TrekkieGrrrl opened this issue on May 17, 2016 ยท 173 posts
ssgbryan posted Wed, 18 May 2016 at 2:09 PM
Hi TrekkieGirl - long time, no see. Glad you are back.
We had a survey thread here last month - turns out that almost all (over 92%) Poser users here are using Poser 9+ or later (38%+ on Poser 11 or Pro 11 alone). It's a pity that the same can't be said of vendors - most seem to be hell bent on staying with Poser 7 - I actually had a vendor tell me that they didn't have time to learn the features of Poser 9, while working on a product for Dawn - a figure that needs Poser 9 or later.
V4/M4 is the lingua franca of the Poserverse. A better question would be - do people still use a Poser 4 workflow, or have they joined the 21st Century? Vendors don't know when I buy a V4 outfit if it will ever be worn by V4, and I have many that haven't. It doesn't actually take much work (5 minutes or so) to refit a V4/M4 outfit to any other figure. Poser has a wide variety of methods, depending on which version of Poser they are using (Fitting Room, Wardrobe Wizard, or Xdresser).

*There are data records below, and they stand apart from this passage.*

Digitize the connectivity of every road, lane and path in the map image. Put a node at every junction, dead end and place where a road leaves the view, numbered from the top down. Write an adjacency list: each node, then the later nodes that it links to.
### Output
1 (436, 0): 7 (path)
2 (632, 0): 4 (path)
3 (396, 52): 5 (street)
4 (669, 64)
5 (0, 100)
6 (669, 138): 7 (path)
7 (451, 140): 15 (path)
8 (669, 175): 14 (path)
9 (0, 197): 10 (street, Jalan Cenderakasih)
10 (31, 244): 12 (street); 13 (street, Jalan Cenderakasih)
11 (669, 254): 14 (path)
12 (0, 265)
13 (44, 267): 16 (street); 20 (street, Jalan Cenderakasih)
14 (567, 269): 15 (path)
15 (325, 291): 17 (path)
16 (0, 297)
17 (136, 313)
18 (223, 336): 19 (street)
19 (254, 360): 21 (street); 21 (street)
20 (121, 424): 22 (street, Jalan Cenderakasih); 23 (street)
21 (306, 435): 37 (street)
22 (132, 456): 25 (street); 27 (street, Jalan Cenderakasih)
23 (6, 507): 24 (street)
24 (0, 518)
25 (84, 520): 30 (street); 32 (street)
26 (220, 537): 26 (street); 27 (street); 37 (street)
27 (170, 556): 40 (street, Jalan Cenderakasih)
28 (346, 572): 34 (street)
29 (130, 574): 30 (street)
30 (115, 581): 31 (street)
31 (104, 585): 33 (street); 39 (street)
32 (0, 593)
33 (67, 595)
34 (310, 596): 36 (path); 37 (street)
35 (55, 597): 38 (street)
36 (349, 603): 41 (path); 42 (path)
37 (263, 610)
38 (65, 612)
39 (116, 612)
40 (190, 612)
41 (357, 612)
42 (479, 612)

Another thing to consider is how V4 (or any other figure) is used - If the user is running a WM and/or subdivided version of a legacy figure (which can be done in just a couple of minutes) - they have the same bending capability of a modern figure (Daz or otherwise), so it simply boils down to personal preference and content purchased. Problematic legacy figures are no longer problems when using a modern version of Poser.
A major factor I consider when purchasing content is how much work I need to do to convert a product made to Poser 4/7 standards to use in Poser 11. Example - if the vendor is too lazy to create material .mc6 files (a requirement for selling here that isn't enforced), that product needs to be at least 50% off before I would even look at it, much less buy it. I would say that it is costing them sales. Except for shoes - that is the one place that conversion isn't quite there yet.
In my case, I use every figure I have. I like variety, and limiting myself to 1 mesh is too limiting. It's been my observation over the years that most vendors characters look like siblings - buy 1 or 2 from each, and you pretty much have every character they ever make. I get around this by using many meshes. Most newer meshes only have a dozen or so vendors making content for them, which is another limiting factor.
OTOH, V4/M4 have several orders of magnitude of content available to them than newer figures - thousands of outfits in the case of V4 vs dozens for any figure NOT named V4 (that includes the g figures, btw); hundreds of outfits for M4 vs a dozen or so for any male figure NOT named M4.
With my Star Trek (TOS) comic I am working on, my main (humanoid) figures are the SM characters (P6 and up - I have more figures for them than were ever made for the newer figures). I also like normal sized people. - It doesn't matter if they are Dawn, Kez, Pauline, etc; everybody is wearing V4 Courageous/M4 Valiant outfits, with TOS textures - heavily modified by me.
I don't use DSON - it's more trouble than it is worth. It's (much) easier to export out a g figure as a Poser native figure and swap DS WM for Poser's WM (5 minute process, if you set up your DS content rationally. I exported the genesis 1 figure for use for aliens (genesis 1 & DarioFish's aliens rock!) and the genesis 2 series for "red shirts". You can actually end up with a nice, light weight (80Mb) figure - not much native content of course, but I'm the very model of a modern Poser user - easy fix. At 70% off MSRP, they are worth fooling with (if it isn't on sale in Fast Grab, wait a week or two, it will be) - otherwise, it's a TCO fail - especially the "iconic shapes" - they are made for people that can't do math.